Like his father, Gilk, Bob Gilkeson served as a trustee for the Williamson Free School of Mechanical Trades and the Northern Home for Children in an effort to give back to the community. He also regularly traveled to Ithaca to help advise the Cornell engineering school regarding their development plans. He was active with the Cornell Club of Philadelphia and would often speak to prospective students.
Also, like Gilk, he was a very modest man. He much preferred just getting the job done, and hated the regular trips he was forced to make to Washington D.C. to defend the nuclear industry.

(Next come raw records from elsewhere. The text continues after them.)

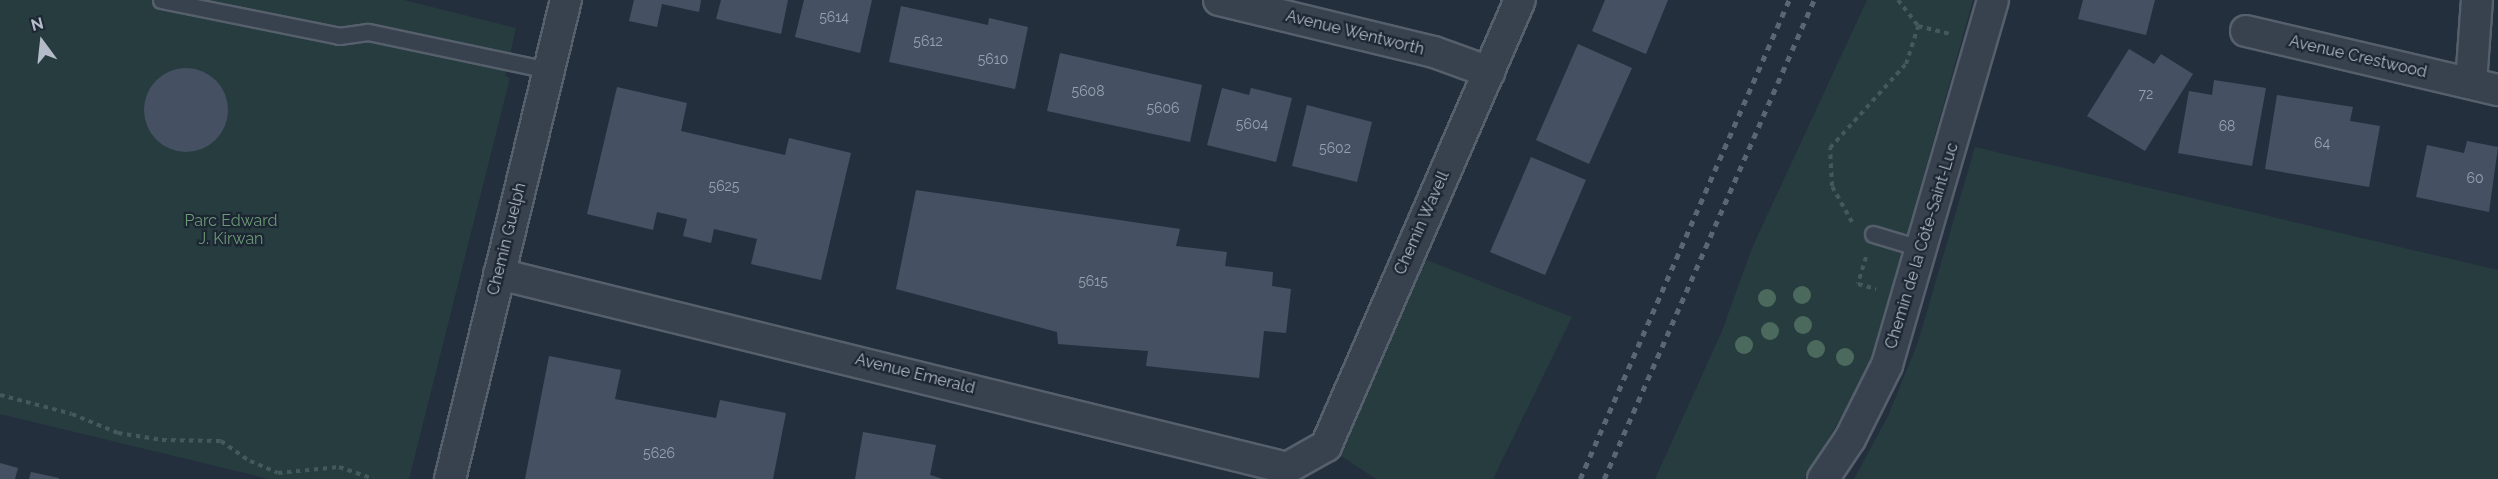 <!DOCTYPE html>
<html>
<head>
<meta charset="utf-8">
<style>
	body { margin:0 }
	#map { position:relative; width:2498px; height:479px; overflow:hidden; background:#242f3e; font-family:Raleway,sans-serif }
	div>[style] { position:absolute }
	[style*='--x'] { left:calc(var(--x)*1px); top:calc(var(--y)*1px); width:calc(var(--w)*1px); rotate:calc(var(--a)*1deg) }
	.green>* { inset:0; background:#263c3f }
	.building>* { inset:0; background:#455162 }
	.round { border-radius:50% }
	.path>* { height:4px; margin-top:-2px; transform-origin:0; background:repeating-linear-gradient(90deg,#44595c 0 4.5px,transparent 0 9px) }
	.roads { filter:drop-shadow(2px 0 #565f6c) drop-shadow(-2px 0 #565f6c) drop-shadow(0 2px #565f6c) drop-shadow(0 -2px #565f6c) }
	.service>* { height:15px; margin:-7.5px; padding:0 7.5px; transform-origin:7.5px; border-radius:7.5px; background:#38414e }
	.minor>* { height:30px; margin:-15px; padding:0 15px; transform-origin:15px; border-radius:15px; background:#38414e }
	.rail>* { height:4.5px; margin-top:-2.25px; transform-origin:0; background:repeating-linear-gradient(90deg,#5a6575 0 6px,transparent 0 12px) }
	.trees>* { width:18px; height:18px; margin:-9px; border-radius:50%; background:#4b6a5d }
	span { translate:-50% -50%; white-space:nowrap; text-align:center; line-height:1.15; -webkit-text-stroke:4.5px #1d2633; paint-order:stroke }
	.number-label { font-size:14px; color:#98a1af }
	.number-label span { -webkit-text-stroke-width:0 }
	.street-label { font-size:16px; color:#b4bcc9 }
	.park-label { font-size:16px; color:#6b9a76 }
	.north { position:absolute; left:12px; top:12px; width:60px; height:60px; -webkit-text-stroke:4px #1d2633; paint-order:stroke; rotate:345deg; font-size:16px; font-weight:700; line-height:24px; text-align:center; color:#b4bcc9 }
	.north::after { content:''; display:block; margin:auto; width:21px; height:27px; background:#b4bcc9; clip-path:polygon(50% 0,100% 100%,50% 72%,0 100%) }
</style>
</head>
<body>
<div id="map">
	<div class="green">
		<div style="clip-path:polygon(0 0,404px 0,516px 28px,505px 76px,510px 78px,409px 479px,269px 479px,0 414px)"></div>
		<div style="clip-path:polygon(1867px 0,1973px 0,1868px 372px,1804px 479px,1655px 479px,1722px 331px,1752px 248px)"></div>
		<div style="clip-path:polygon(1975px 147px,2498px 270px,2498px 479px,1854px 479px,1888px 416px,1918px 342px)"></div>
		<div style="clip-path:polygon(1409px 253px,1572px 317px,1493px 479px,1376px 479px,1326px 446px)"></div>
	</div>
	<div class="building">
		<div style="clip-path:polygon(634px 0,701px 0,699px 12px,662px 4px,657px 27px,629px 21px)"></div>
		<div style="clip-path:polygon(721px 0,788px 0,781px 34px,716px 19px)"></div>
		<div style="clip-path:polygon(804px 0,872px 0,860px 53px,795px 37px)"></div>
		<div style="clip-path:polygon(1605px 0,1668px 0,1646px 54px,1592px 31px)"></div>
		<div style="clip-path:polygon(2083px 0,2155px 0,2146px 35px,2078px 19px)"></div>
		<div style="clip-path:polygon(901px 6px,988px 25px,989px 18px,1028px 27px,1015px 89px,889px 62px)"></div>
		<div style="clip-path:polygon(1578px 44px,1632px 68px,1589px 164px,1536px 140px)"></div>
		<div style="clip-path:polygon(2129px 49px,2154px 64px,2161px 54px,2193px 74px,2145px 151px,2087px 116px)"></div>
		<div style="clip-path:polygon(1060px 53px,1202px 85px,1190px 142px,1047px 111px)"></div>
		<div class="round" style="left:144px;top:68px;width:84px;height:84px"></div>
		<div style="clip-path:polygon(2214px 80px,2266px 88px,2252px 166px,2178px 153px,2189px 91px,2212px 95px)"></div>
		<div style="clip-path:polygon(617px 87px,687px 103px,681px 131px,785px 155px,789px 138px,851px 153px,821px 280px,751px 264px,757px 239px,714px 229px,711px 243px,683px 236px,687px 219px,657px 212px,653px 230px,587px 214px)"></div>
		<div style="clip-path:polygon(1222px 88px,1249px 95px,1251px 88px,1292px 98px,1276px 162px,1207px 145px)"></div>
		<div style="clip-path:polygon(2277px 95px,2353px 107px,2350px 121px,2380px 126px,2369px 187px,2265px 169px)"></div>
		<div style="clip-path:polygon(1307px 105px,1372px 122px,1357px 182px,1292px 166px)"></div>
		<div style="clip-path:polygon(2467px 141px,2498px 147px,2489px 212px,2416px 197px,2427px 145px,2464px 153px)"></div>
		<div style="clip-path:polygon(1531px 157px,1586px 180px,1545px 275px,1490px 252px)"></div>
		<div style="clip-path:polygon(916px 190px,1180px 229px,1176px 246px,1227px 252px,1225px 266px,1273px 272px,1272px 286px,1291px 289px,1286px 333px,1264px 331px,1259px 378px,1146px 366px,1148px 351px,1058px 344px,1057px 332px,896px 289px)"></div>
		<div style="clip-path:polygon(549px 356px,621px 370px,615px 399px,716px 418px,720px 400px,786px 413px,773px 479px,525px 479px)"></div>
		<div style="clip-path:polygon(863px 432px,936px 445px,930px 475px,943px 479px,855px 479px)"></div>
		<div style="clip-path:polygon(0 463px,18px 468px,15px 479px,0 479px)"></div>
		<div style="clip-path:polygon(31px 472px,59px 478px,59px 479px,29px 479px)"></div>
	</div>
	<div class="path">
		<div style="--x:1898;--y:0;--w:33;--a:52"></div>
		<div style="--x:1918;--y:26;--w:33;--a:14"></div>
		<div style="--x:1852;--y:222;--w:41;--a:-119.1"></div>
		<div style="--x:1832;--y:186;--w:38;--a:-93"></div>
		<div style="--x:1830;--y:148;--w:113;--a:-47.9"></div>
		<div style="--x:1906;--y:64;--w:40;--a:-72"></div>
		<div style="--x:1866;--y:257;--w:28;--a:107"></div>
		<div style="--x:1858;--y:284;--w:19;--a:16"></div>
		<div style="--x:0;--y:395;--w:74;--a:14.8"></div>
		<div style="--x:72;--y:414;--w:50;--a:22.4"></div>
		<div style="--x:118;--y:433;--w:45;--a:9"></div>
		<div style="--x:162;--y:440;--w:59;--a:1"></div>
		<div style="--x:221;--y:441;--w:35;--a:35"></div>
		<div style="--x:250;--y:461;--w:30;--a:23"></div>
		<div style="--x:278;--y:473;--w:61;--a:-5.6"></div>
		<div style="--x:339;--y:467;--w:36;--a:19"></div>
	</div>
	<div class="roads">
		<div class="service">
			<div style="--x:161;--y:0;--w:182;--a:11.4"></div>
			<div style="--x:339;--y:36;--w:29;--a:-8"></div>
			<div style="--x:368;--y:32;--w:184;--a:11.9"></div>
			<div style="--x:1873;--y:234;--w:52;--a:16.7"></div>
		</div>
		<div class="minor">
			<div style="--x:1219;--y:0;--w:221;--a:13.6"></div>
			<div style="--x:1434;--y:52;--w:59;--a:20"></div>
			<div style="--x:2246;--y:31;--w:259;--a:13.2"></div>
			<div style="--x:2471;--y:83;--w:83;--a:-85.9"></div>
			<div style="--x:499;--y:274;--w:812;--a:13.83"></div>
			<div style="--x:1287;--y:468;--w:45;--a:-29.4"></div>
			<div style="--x:1326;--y:446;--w:486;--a:-66.5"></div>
			<div style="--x:450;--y:479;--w:493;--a:-76.4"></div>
			<div style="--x:1823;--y:479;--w:48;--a:-56"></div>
			<div style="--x:1850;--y:439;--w:83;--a:-63.4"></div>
			<div style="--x:1887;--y:365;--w:380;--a:-73.8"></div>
		</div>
	</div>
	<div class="rail">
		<div style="--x:1580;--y:479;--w:523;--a:-66.43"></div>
		<div style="--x:1604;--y:479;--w:523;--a:-66.33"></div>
	</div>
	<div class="trees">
		<div style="left:1802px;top:295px"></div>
		<div style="left:1767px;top:298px"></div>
		<div style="left:1803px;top:325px"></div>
		<div style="left:1770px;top:331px"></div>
		<div style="left:1744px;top:345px"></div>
		<div style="left:1816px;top:349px"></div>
		<div style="left:1845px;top:357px"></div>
	</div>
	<div class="number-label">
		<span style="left:834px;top:17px">5614</span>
		<span style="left:928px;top:41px">5612</span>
		<span style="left:993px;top:59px">5610</span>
		<span style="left:1088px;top:91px">5608</span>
		<span style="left:2146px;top:94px">72</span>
		<span style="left:1163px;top:108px">5606</span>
		<span style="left:1252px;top:124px">5604</span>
		<span style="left:2227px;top:126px">68</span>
		<span style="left:2322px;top:143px">64</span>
		<span style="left:1335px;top:148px">5602</span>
		<span style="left:2475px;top:178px">60</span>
		<span style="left:724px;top:186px">5625</span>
		<span style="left:1093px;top:281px">5615</span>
		<span style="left:659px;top:453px">5626</span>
	</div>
	<div class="street-label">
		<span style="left:1355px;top:33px;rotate:14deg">Avenue Wentworth</span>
		<span style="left:2358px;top:57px;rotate:13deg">Avenue Crestwood</span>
		<span style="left:1422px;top:223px;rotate:-66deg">Chemin Wavell</span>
		<span style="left:507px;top:239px;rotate:-76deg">Chemin Guelph</span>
		<span style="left:1922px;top:246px;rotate:-73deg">Chemin de la Côte-Saint-Luc</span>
		<span style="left:915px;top:374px;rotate:14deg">Avenue Emerald</span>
	</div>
	<div class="park-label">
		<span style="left:231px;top:230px">Parc Edward<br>J. Kirwan</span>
	</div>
	<div class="north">N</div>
</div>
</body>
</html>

When he was forced to modify his home phone to keep the opponents of nuclear power from screaming at him at home at all hours of the night, he often wished he had just been able to be an engineer and devote his career to the nuts and bolts of power generation. At the height of his career he refused to give himself a raise for several years in order to let his attackers know that his motivation for guiding his company into the nuclear age was not to line his pockets. When he was named an executive and given his choice of cars for travel to and from the office, he passed up the black Caddies and Lincolns on the lot and chose instead to be driven in a non-descript gray Rambler American. Gilk, who always drove VW bugs, must have enjoyed that!

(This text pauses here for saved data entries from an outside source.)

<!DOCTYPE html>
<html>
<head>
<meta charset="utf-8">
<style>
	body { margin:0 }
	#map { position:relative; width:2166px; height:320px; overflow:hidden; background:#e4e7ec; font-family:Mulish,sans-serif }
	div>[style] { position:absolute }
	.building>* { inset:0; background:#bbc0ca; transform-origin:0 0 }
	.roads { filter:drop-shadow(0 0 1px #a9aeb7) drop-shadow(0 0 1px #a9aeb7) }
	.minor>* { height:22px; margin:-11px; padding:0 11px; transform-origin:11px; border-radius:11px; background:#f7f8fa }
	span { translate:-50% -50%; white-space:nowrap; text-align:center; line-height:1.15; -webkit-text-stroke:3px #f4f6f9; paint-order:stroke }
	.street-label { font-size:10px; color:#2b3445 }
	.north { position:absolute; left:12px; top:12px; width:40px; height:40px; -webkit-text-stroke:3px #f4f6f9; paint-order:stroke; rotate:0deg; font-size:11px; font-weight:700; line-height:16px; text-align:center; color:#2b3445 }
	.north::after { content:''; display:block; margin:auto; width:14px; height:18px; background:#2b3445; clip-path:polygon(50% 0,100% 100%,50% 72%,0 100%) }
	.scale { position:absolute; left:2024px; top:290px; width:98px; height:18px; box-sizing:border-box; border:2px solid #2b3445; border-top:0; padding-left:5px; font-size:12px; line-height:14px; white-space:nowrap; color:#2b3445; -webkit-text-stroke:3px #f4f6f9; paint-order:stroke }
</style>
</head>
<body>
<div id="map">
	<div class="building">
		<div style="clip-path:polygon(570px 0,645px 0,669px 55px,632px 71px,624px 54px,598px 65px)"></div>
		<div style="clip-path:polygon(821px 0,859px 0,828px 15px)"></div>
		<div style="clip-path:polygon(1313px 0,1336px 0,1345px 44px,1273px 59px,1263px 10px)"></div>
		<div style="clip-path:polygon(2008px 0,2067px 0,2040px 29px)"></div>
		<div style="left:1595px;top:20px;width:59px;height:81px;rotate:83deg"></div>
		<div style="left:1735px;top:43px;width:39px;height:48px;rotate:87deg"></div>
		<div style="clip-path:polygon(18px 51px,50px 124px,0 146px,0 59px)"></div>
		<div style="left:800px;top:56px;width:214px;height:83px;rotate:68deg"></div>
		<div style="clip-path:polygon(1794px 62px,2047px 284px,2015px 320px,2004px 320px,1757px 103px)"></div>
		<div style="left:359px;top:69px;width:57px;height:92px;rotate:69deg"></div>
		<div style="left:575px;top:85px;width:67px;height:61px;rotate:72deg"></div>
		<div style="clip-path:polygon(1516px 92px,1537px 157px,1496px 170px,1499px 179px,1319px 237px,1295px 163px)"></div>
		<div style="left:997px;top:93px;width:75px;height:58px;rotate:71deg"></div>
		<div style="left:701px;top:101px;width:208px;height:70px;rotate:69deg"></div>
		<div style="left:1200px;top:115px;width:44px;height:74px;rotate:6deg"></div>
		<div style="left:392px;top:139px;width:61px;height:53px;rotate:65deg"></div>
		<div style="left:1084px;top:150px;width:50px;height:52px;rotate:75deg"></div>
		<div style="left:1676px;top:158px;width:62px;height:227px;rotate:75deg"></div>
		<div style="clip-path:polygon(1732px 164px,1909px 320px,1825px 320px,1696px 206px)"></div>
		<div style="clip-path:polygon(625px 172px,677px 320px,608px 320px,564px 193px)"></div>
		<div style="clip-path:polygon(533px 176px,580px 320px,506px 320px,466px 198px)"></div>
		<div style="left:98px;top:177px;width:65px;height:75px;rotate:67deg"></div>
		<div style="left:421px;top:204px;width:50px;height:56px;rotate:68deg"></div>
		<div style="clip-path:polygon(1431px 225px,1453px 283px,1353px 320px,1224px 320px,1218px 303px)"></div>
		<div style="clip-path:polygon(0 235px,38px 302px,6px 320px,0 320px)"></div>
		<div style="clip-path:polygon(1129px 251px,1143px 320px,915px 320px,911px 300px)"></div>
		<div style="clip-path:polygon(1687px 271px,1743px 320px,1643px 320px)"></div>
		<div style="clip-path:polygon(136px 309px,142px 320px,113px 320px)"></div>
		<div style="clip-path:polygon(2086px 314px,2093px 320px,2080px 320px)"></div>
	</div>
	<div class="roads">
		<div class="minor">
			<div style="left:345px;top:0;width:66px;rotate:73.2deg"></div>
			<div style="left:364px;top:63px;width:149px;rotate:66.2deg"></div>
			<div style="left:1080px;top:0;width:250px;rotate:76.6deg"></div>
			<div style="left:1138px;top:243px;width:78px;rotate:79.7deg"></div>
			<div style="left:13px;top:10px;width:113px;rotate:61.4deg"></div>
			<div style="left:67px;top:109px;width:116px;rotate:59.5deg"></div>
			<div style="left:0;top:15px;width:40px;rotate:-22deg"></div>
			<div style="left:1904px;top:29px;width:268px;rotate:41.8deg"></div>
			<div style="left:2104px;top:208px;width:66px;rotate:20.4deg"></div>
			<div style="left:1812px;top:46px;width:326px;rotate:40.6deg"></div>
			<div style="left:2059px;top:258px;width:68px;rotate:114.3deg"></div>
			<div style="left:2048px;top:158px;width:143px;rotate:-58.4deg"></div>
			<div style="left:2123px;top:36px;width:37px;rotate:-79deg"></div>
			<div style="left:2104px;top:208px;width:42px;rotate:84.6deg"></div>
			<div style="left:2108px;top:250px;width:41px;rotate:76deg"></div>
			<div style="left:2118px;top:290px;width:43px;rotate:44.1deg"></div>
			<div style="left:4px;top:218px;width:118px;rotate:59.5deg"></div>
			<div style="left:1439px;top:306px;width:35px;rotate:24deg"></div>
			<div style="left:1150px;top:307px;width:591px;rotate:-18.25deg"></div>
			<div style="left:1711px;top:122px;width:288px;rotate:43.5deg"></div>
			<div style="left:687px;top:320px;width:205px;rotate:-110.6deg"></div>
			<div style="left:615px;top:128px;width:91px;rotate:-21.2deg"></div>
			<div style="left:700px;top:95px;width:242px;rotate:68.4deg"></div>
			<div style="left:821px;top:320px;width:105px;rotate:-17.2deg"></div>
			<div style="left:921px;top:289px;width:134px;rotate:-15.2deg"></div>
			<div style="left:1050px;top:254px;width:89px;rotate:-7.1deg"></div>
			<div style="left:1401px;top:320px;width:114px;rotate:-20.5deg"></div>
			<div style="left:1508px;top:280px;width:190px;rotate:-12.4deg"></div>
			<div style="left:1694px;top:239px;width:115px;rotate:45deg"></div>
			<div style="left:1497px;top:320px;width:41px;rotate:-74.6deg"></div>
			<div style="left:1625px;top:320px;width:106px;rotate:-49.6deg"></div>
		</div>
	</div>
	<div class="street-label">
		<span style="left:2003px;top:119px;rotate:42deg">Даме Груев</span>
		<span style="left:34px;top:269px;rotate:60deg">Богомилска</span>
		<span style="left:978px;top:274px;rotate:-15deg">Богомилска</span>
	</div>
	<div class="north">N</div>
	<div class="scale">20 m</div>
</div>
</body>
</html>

Bob remarked at one time that the reason he pursued a management track rather than just sticking to engineering, his true love, was that he just hated working for people who knew less about what was going on than he did, and the best way to deal with this was to become their boss. He was his own man, and delighted in not simply following the latest management fads. Despite advice to have his secretary screen all his calls to save him time, he insisted on answering his office phone personally even when he was the CEO.
Bob absolutely hated dealing with employees who hadn’t done their homework. When PECO became computerized in the 1980’s, an Information Systems manager insisted there was no way he could format a computer report in the way Bob wanted to see it. Rather than spend a lot of time arguing, Bob simply bought a prototype Sinclair computer and produced a report formatted the way he had requested it and called the man back into his office. Along the way he took the machine apart to see how it had been built and constructed a new one from parts he found at Radio Shack. And the software program he used? Well, it was fortran – self taught, of course.
He hated not knowing what was going on, and grew increasingly upset when the early I. S. Managers, in particular, wanted large budgets but couldn’t explain to him in detail how all the money was to be spent. He suggested that the I.S. department put together classes to educate the employees and managers about the capabilities of the machines, and of course, was the first to sign up and attend, even though he was the top executive.
As his sons Dick, Tom, and Dave were considering college and fraternity choices, their dad made their decisions fairly simple. He would say, “You can go to any school you want, and pledge any fraternity you want, but I’ll pay the bills at Cornell and SAE.” None of the boys ever tried to find out if he was serious.